Le budget des ménages lourdement impacté par la crise : Les Algériens revoient leurs habitudes

Kamel Benelkadi, El Watan, 8 février 2022

La conjoncture actuelle creuse les inégalités. Certains n’arrivent que difficilement à subvenir à leurs besoins essentiels, se retrouvant dans une situation de vulnérabilité.

La chute du pouvoir d’achat en Algérie est un constat accablant établi autant par les experts économiques que par les citoyens eux-mêmes.

La conjoncture actuelle creuse les inégalités. Certains n’arrivent que difficilement à subvenir à leurs besoins essentiels, se retrouvant dans une situation de vulnérabilité. D’autres ont carrément du mal à se soigner en ces temps de propagation de Covid-19. Des tests PCR ou antigéniques et le diagnostic par scanner coûtent chers et ne sont pas à la portée de tout le monde.

C’est le cas aussi de la consultation médicale et des médicaments. Les fins de mois difficiles deviennent une règle. Une impression de déclassement social s’installe. Les difficultés économiques font redouter le pire aux plus fragiles. Certains affirment qu’ils ont le sentiment de «glisser vers la pauvreté», souvent contraints de puiser dans leurs épargnes pour s’en sortir.

La marge de manœuvre des Algériens pour gérer leur budget ne cesse de diminuer. Le plus gros casse-tête est comment faire face à ce qu’on appelle les «dépenses contraintes», en forte hausse : le logement (AADL), les factures d’eau (Seaal) et d’électricité (Sonelgaz), les assurances (notamment automobile), frais d’abonnements internet et téléphone mobile.

Les principaux postes de consommation sont aussi l’alimentation et les transports. Deux types de dépenses qui ne font pas l’objet de factures ou d’abonnement, mais qu’il est difficile de différer ou de réduire drastiquement à court terme.

Le carburant est une dépense récurrente et considérée comme contrainte par les automobilistes. Le pouvoir d’achat s’apprécie par rapport au revenu disponible et l’évolution des prix. Il faut dire que les données concrètes sur ces deux indicateurs demeurent rares. Dans ce contexte, les chercheurs s’appuient sur des observations quotidiennes que lui renvoie la société dans ses pratiques de consommation, d’une part, et des réactions sociales des différentes couches de la société dans leurs diverses formes, d’autre part (contestations sociales, grèves…).

La crise transforme les comportements d’achat

Certaines catégories sont désormais forcées de puiser dans leurs économies pour payer leurs charges. Dans les marchés ou dans les grandes surfaces commerciales, elles comparent les prix avant de se lancer dans un achat. En période de crise, les inquiétudes, les contraintes de revenu, les anticipations d’une évolution négative pour les mois à venir pèsent de plus en plus fort sur les ménages.

Le consommateur tend à rationaliser son comportement d’achat : il réfléchit et compare plus que dans le passé avant d’acheter. Dans ce nouveau contexte, on évoque parfois la disparition des achats d’impulsion, achats effectués sur «un coup de tête», non prémédités et non prévus dans un budget. Leur attitude face à la consommation est d’ailleurs claire : il faut vivre selon ses moyens et se contenter du nécessaire.

Les achats impulsifs ont laissé place à un «plaisir rationalisé». Certaines familles éprouvent un mal fou pour boucler le mois et réduisent les dépenses alimentaires au maximum. D’autres font la chasse aux promotions, notamment dans l’alimentation.
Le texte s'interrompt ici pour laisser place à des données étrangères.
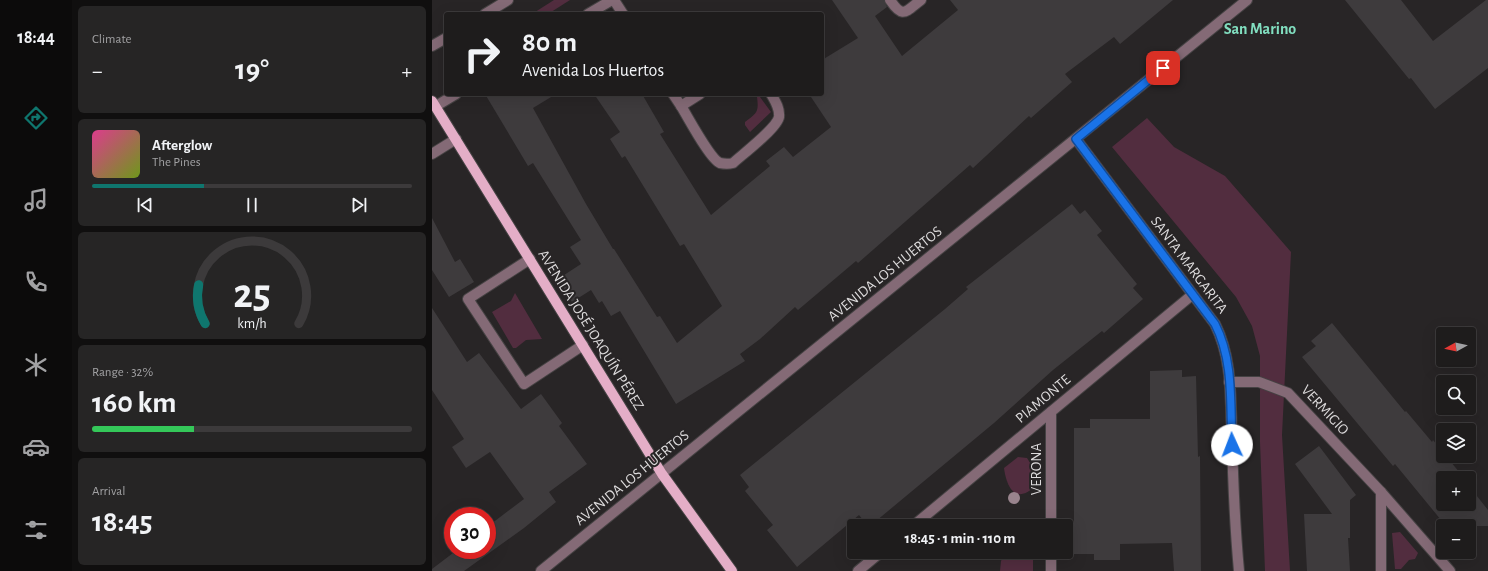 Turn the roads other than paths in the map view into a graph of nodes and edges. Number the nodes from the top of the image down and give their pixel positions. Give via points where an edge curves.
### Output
1 (508, 0) edge
2 (613, 0) edge
3 (890, 0) edge
4 (921, 0) edge
5 (1247, 0) edge
6 (488, 12) edge
7 (592, 12) edge
8 (622, 12) edge
9 (444, 39) edge
10 (432, 46) edge
11 (451, 96) edge
12 (674, 96) edge
13 (697, 96) edge
14 (772, 96) edge
15 (434, 103) edge
16 (681, 106) junction
17 (456, 139) junction
18 (1076, 139) junction
19 (432, 154) edge
20 (530, 259) junction
21 (1192, 295) junction
22 (583, 345) junction
23 (1230, 382) junction
24 (1051, 412) junction
25 (662, 474) junction
26 (1381, 492) junction
27 (921, 519) edge
28 (1051, 519) edge
29 (873, 559) edge
30 (1051, 559) edge
31 (541, 571) edge
32 (732, 571) edge
33 (858, 571) edge
34 (1051, 571) edge
35 (1238, 571) edge
36 (1381, 571) edge
37 (1450, 571) edge

1 - 6 street
2 - 7 street
2 - 8 street
3 - 4 street via 901,12
5 - 18 street, AVENIDA LOS HUERTOS
9 - 10 street
11 - 15 street
12 - 16 street
13 - 16 street
14 - 16 street via 779,110 776,125 733,163 727,164 712,156
15 - 17 main road, AVENIDA JOSÉ JOAQUÍN PÉREZ
17 - 19 street
17 - 20 main road, AVENIDA JOSÉ JOAQUÍN PÉREZ
18 - 21 street, SANTA MARGARITA
18 - 25 street, AVENIDA LOS HUERTOS
20 - 22 main road, AVENIDA JOSÉ JOAQUÍN PÉREZ
20 - 22 street via 468,299 524,384
21 - 23 street, SANTA MARGARITA via 1222,337
21 - 24 street, PIAMONTE
22 - 25 main road, AVENIDA JOSÉ JOAQUÍN PÉREZ
23 - 26 street, VERMIGIO via 1259,382 1288,393
23 - 35 street, SANTA MARGARITA
24 - 27 street, PIAMONTE
24 - 28 street, VERONA
25 - 31 street, AVENIDA LOS HUERTOS
25 - 32 main road, AVENIDA JOSÉ JOAQUÍN PÉREZ
26 - 36 street
26 - 37 street, VERMIGIO
29 - 33 street
30 - 34 street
Les commerçants et les supérettes font face à un sérieux dilemme : comment vendre quand les temps sont durs, lorsque les budgets rétrécissent et que le moral des clients baisse ?

Les magasins de proximité se sont transformés en magasins de référence pour les courses principales, alors qu’ils constituent traditionnellement une solution de dépannage. Une des astuces qui sert à booster leur activité est la délivrance d’une carte de fidélité. Le but de lancer ce genre de programme est tout simplement d’inciter leurs clients à revenir. De ce fait, ils renforcent plus facilement leur image de marque, et font en sorte que leur commerce soit plus mémorable pour leur clientèle.